## EXERCISE DATA

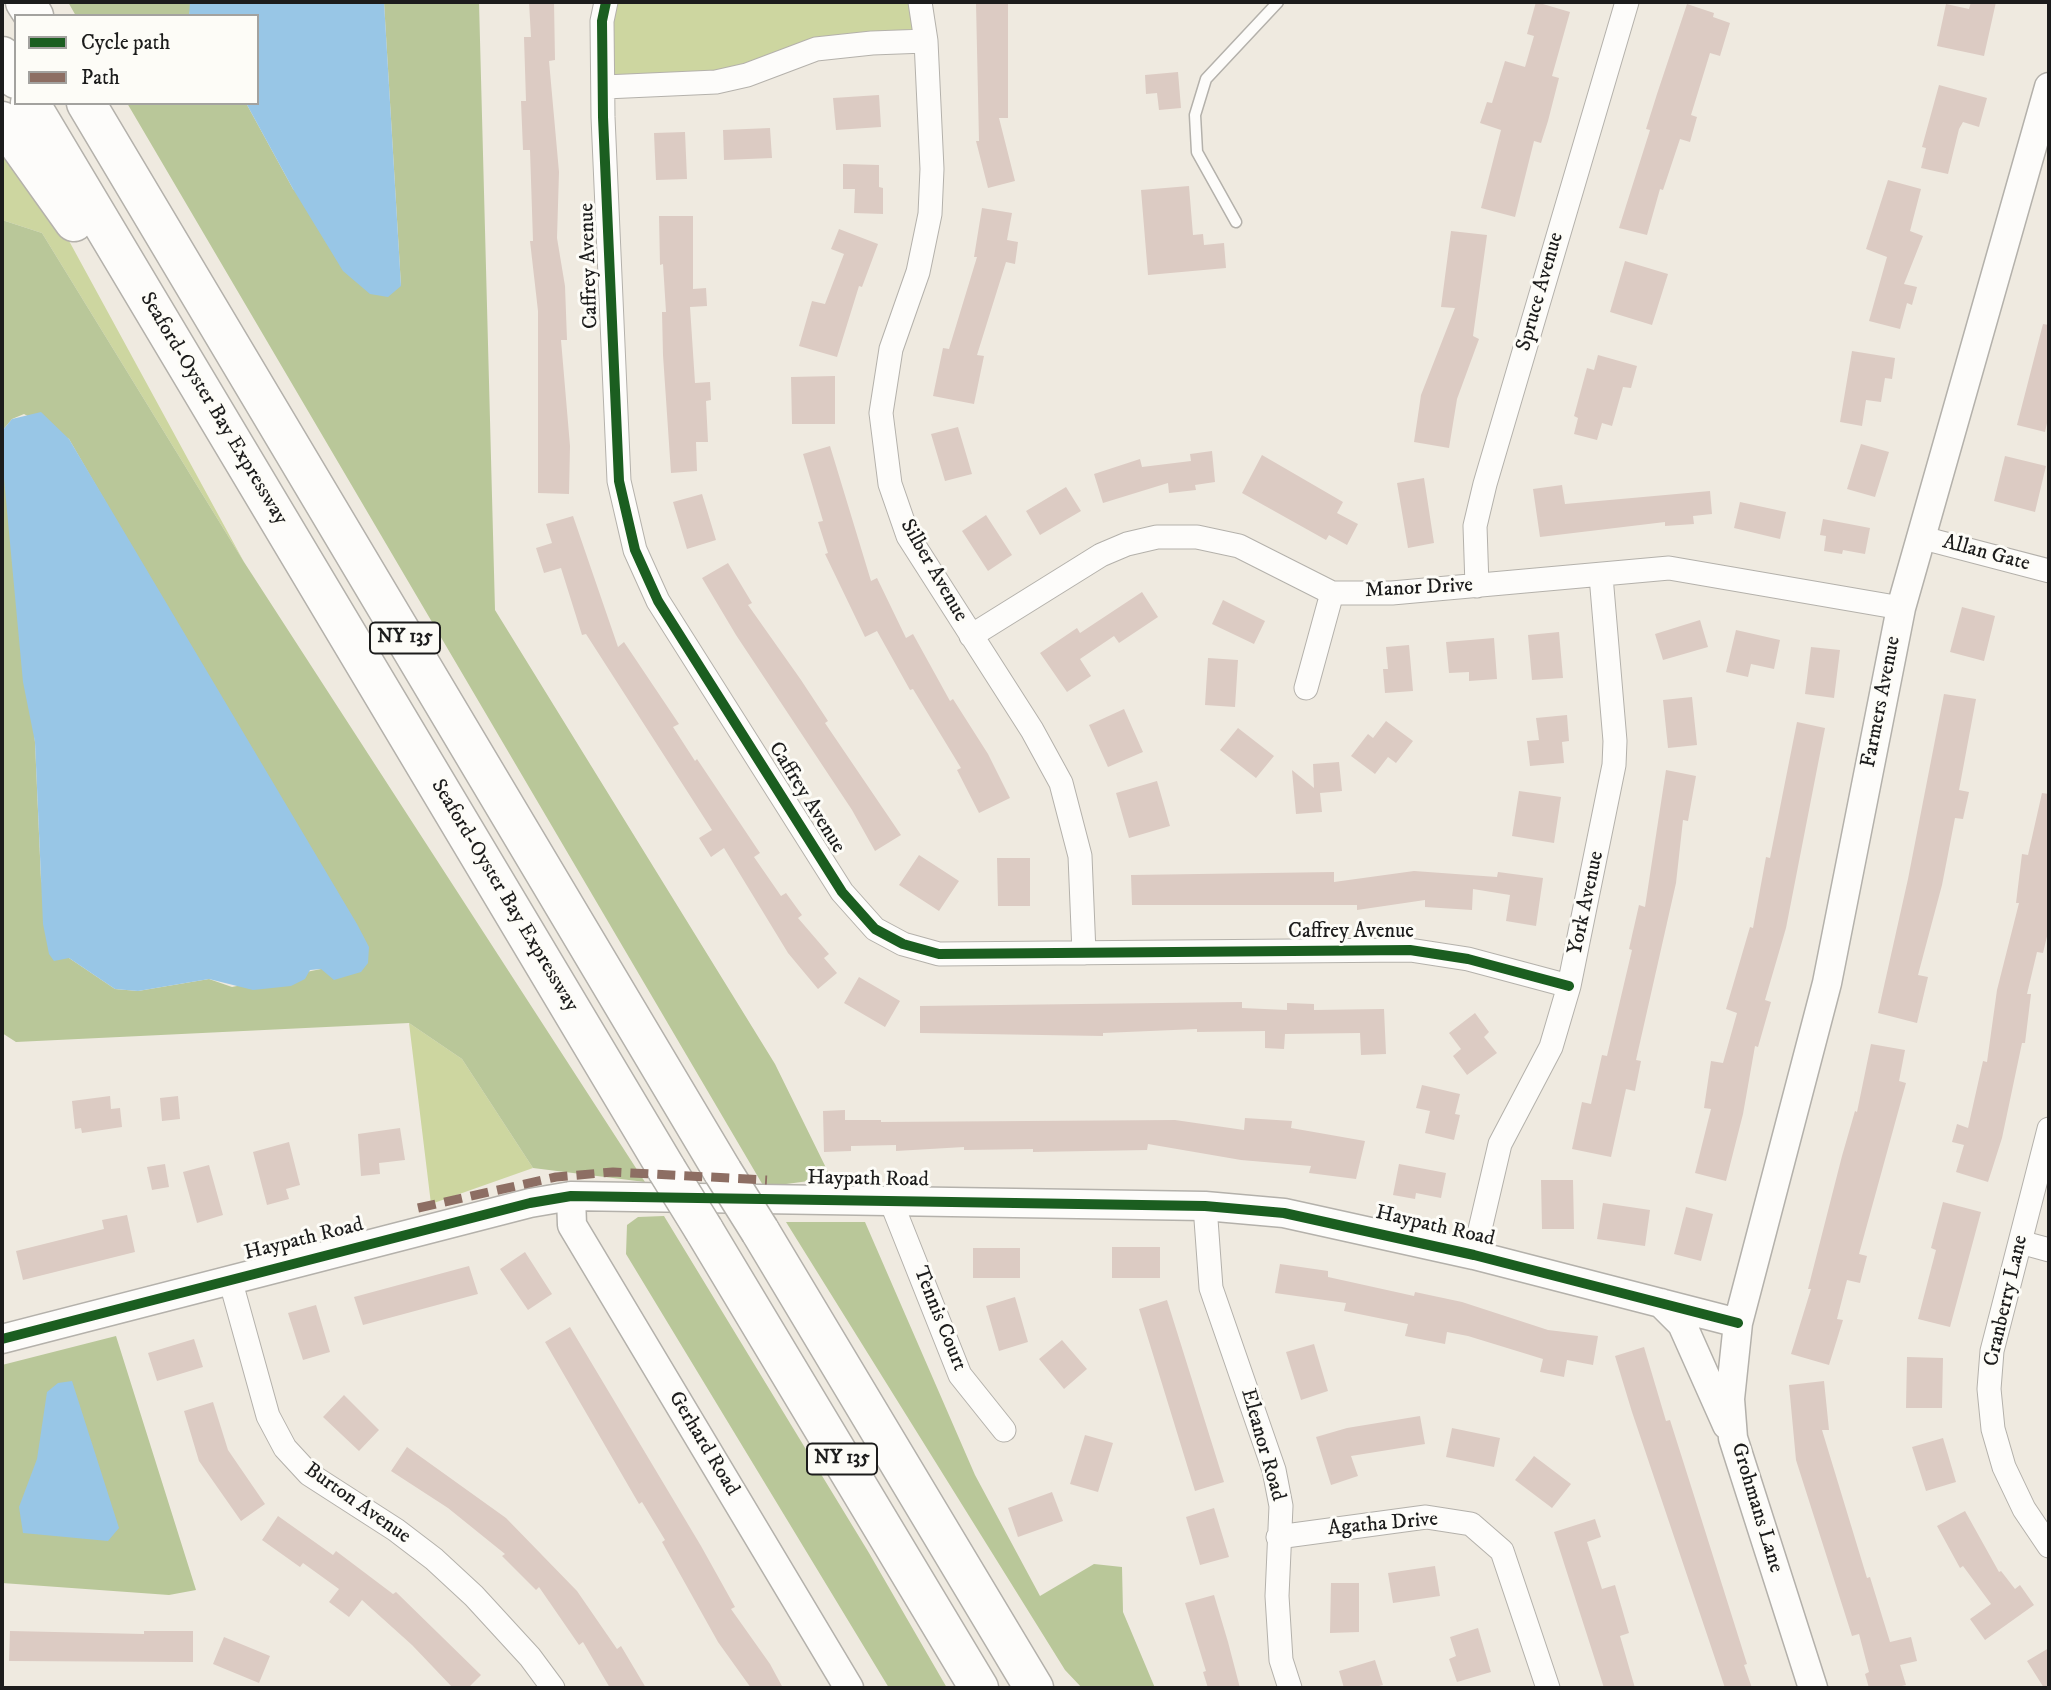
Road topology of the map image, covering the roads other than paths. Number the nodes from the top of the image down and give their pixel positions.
1 (606, 2) edge
2 (920, 2) edge
3 (1278, 2) edge
4 (1627, 2) edge
5 (926, 41) junction
6 (2, 56) edge
7 (14, 76) edge
8 (605, 86) junction
9 (2049, 87) edge
10 (31, 105) edge
11 (87, 105) edge
12 (2, 121) edge
13 (1236, 222) dead end
14 (192, 373) junction
15 (1923, 538) junction
16 (2049, 571) edge
17 (1601, 576) junction
18 (1478, 586) junction
19 (1332, 593) junction
20 (1901, 608) junction
21 (971, 636) junction
22 (1306, 688) dead end
23 (1084, 953) junction
24 (1569, 986) junction
25 (2049, 1129) edge
26 (571, 1196) junction
27 (890, 1199) junction
28 (1205, 1206) junction
29 (2020, 1242) junction
30 (2049, 1250) edge
31 (1474, 1255) junction
32 (230, 1279) junction
33 (1661, 1303) junction
34 (1738, 1323) junction
35 (2, 1339) edge
36 (1004, 1430) dead end
37 (1733, 1438) junction
38 (1278, 1537) junction
39 (2049, 1546) edge
40 (553, 1688) edge
41 (849, 1688) edge
42 (979, 1688) edge
43 (1034, 1688) edge
44 (1290, 1688) edge
45 (1548, 1688) edge
46 (1813, 1688) edge

1 - 8 street, Caffrey Avenue
2 - 5 street, Silber Avenue
3 - 13 lane
4 - 18 street, Spruce Avenue
5 - 8 street
5 - 21 street, Silber Avenue
6 - 7 highway
8 - 23 street, Caffrey Avenue
9 - 15 street, Farmers Avenue
10 - 14 highway, Seaford-Oyster Bay Expressway / NY 135
11 - 43 highway, NY 135, bridge
12 - 14 highway
14 - 42 highway, Seaford-Oyster Bay Expressway / NY 135, bridge
15 - 16 street, Allan Gate
15 - 20 street, Farmers Avenue
17 - 18 street, Manor Drive
17 - 20 street, Manor Drive
17 - 24 street, York Avenue
18 - 19 street, Manor Drive
19 - 21 street, Manor Drive
19 - 22 street
20 - 34 street, Farmers Avenue
21 - 23 street, Silber Avenue
23 - 24 street, Caffrey Avenue
24 - 31 street, York Avenue
25 - 29 street, Cranberry Lane
26 - 27 street, Haypath Road
26 - 32 street, Haypath Road
26 - 41 street, Gerhard Road
27 - 28 street, Haypath Road
27 - 36 street, Tennis Court
28 - 31 street, Haypath Road
28 - 38 street, Eleanor Road
29 - 30 street
29 - 39 street, Cranberry Lane
31 - 33 street, Haypath Road
32 - 35 street, Haypath Road
32 - 40 street, Burton Avenue
33 - 34 street, Haypath Road
33 - 37 street
34 - 37 street, Grohmans Lane
37 - 46 street, Grohmans Lane
38 - 44 street, Eleanor Road
38 - 45 street, Agatha Drive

## DIRECTIONS FOR THIS TASK
Report every line of the material above in which "Caffrey" appears.

## RESPONSE FOR THIS EXERCISE
1 - 8 street, Caffrey Avenue
8 - 23 street, Caffrey Avenue
23 - 24 street, Caffrey Avenue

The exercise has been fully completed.